Lawyer seeks protection for any video, photos taken of Chinatown shooting

By Jim Dooley
Advertiser Staff Writer

Video surveillance tapes recorded the morning of a fatal shooting in Chinatown have apparently been recorded over and are not available, a defense attorney for one man charged in the murder case said today.

Police and prosecutors said tapes made March 28 by the network of remote-controlled video cameras did not contain images of the 4:10 a.m. shooting of Joseph Peneueta.

Myles Breiner, lawyer for Zorro Rye, one of the men charged with murdering Peneueta, said in court this morning he has been informed that the city's Chinatown video surveillance system automatically re-records over old tapes and that's what happened with the March 28 tapes.

Deputy Prosecuting Attorney Sean Sanada stressed that the March 28 tapes did

not contain footage of the shooting.

Breiner said the re-recording was not the fault of Honolulu police but he asked the prosecutor's office to take steps to assure that such evidence, including videos or still photographs shot by the public and turned into police, are protected.

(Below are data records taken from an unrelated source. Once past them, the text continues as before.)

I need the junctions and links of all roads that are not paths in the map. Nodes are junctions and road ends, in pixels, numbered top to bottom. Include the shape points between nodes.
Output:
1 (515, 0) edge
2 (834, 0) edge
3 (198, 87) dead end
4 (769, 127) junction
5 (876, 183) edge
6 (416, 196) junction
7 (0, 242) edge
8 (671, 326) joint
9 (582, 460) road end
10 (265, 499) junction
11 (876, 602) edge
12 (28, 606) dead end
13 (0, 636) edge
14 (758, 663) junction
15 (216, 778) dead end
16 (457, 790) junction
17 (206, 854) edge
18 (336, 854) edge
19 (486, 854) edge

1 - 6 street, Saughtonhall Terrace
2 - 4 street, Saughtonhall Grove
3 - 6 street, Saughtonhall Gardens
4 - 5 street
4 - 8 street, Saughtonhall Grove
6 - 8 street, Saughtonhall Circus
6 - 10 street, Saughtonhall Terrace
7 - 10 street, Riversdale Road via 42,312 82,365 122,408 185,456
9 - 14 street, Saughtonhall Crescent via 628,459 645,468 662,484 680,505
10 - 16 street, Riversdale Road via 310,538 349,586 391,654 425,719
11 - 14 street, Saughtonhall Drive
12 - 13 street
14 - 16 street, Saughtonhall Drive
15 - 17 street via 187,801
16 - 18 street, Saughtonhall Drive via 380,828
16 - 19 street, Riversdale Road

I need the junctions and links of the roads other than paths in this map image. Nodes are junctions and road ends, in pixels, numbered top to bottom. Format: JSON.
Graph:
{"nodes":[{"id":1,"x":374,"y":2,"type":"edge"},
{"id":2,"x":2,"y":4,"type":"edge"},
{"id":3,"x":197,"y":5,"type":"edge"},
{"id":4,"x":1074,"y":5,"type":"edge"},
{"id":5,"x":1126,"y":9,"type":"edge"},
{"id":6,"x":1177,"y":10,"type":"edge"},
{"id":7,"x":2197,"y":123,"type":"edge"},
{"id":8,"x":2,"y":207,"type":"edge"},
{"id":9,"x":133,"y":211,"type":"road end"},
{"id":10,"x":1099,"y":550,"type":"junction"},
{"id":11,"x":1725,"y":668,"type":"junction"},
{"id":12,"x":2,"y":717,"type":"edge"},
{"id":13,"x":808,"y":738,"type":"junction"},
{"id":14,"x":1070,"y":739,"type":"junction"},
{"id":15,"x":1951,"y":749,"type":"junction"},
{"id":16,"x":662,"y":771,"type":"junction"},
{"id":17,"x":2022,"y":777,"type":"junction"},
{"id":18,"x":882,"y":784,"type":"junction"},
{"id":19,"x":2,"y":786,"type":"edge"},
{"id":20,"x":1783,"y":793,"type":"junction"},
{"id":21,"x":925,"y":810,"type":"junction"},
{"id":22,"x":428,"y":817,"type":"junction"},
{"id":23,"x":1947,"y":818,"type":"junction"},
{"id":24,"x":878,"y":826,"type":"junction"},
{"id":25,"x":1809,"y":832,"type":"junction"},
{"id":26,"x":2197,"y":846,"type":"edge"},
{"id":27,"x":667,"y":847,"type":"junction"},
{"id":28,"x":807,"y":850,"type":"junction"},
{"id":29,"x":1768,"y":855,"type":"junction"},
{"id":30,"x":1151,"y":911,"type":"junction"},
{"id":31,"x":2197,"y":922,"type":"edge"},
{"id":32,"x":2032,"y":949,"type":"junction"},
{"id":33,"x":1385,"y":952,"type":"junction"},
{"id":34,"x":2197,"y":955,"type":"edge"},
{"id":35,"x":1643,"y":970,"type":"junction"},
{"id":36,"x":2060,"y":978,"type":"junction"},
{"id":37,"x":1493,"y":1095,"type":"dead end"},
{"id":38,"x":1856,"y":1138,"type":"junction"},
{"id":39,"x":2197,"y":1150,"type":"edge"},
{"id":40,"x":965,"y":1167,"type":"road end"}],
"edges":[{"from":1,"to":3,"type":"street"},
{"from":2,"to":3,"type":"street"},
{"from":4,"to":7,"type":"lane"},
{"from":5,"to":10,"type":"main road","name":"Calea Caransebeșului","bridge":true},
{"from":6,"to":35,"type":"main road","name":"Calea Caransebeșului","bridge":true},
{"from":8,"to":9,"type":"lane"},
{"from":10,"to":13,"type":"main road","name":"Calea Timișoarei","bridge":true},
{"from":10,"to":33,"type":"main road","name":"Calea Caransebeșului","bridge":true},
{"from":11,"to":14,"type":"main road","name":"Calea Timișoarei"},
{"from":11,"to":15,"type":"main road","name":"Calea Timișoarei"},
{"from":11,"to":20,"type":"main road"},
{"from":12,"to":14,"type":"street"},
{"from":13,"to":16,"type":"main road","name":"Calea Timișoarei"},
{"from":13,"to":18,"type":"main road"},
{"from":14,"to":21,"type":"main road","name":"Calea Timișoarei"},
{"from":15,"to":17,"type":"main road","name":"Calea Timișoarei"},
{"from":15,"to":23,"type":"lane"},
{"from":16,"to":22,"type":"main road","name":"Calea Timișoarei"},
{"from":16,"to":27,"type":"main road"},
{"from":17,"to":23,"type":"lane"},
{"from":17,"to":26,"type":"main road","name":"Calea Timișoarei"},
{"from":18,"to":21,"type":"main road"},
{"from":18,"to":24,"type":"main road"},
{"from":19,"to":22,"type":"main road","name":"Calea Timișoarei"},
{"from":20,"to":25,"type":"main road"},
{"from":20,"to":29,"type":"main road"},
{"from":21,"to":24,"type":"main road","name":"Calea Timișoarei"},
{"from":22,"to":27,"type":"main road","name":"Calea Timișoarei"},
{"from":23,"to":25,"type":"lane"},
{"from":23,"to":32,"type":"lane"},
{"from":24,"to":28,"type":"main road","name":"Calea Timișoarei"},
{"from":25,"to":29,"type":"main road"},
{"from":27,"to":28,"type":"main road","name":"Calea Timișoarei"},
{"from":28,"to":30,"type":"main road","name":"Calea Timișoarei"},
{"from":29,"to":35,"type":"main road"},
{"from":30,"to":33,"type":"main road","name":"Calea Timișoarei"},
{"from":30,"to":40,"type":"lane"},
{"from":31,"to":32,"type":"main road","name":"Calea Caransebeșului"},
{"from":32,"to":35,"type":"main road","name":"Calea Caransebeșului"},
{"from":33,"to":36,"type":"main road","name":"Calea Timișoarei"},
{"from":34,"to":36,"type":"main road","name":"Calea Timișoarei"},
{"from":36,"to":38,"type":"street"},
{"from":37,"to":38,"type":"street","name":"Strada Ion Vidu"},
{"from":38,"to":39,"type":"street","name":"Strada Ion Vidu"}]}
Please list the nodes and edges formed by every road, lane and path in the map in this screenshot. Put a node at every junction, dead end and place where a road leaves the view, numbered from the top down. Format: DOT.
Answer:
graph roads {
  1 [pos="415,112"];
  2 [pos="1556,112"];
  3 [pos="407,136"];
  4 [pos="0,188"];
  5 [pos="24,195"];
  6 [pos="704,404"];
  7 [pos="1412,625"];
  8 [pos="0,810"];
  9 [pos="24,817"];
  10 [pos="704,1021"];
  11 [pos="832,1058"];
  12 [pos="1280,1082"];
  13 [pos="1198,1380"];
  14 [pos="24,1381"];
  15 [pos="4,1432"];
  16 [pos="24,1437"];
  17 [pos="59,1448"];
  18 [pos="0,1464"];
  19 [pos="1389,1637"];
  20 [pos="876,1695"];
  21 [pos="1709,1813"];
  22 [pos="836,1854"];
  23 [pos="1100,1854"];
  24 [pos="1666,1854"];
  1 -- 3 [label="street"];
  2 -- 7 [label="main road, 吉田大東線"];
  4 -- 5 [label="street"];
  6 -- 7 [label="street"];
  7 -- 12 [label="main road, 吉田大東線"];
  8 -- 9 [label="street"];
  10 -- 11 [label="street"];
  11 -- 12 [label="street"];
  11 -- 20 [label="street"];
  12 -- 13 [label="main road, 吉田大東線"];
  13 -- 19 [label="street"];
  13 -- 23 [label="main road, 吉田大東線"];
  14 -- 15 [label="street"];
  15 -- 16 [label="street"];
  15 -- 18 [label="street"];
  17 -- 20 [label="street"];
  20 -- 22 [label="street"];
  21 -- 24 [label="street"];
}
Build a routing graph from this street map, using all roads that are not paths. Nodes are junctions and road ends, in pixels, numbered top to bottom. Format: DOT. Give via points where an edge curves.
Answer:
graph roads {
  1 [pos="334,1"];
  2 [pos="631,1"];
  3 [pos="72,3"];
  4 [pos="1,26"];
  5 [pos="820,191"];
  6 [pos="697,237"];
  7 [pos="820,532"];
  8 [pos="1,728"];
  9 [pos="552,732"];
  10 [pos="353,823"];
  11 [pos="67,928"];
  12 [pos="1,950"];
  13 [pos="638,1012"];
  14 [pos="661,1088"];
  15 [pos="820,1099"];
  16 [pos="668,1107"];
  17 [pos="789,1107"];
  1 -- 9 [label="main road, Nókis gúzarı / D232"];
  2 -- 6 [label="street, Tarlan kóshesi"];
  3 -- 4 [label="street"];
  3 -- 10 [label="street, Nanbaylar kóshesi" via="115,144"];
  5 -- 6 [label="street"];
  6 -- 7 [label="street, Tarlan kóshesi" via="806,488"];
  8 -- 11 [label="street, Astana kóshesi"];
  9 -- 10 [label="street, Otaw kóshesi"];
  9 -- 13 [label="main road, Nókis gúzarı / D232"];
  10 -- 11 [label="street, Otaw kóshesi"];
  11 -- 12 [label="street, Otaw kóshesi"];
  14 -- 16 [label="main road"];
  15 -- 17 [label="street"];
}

"The state is making every effort to preserve evidence," Sanada said.

Police detectives "are essentially working around the clock" on the case, said Sanada.

The city has responded to recent violence in Chinatown by proposing expansion of the 26-camera surveillance network now in place there.

And police have asked for volunteers to help monitor the cameras.

Peneueta, 35, was shot to death near the intersection of River and Pauahi streets. Charged with second-degree murder in that case are Rye, 24, and Iosefa Pasene, 21.

Five days later, an associate of Rye and Peneueta, Antonius Toloai, was stabbed four times in the stomach near the site of the Peneueta murder.

Pasene, Rye and Toloai are all from the San Francisco area. Police have described the violence as part of a turf dispute between drug gangs from San Francisco and Honolulu.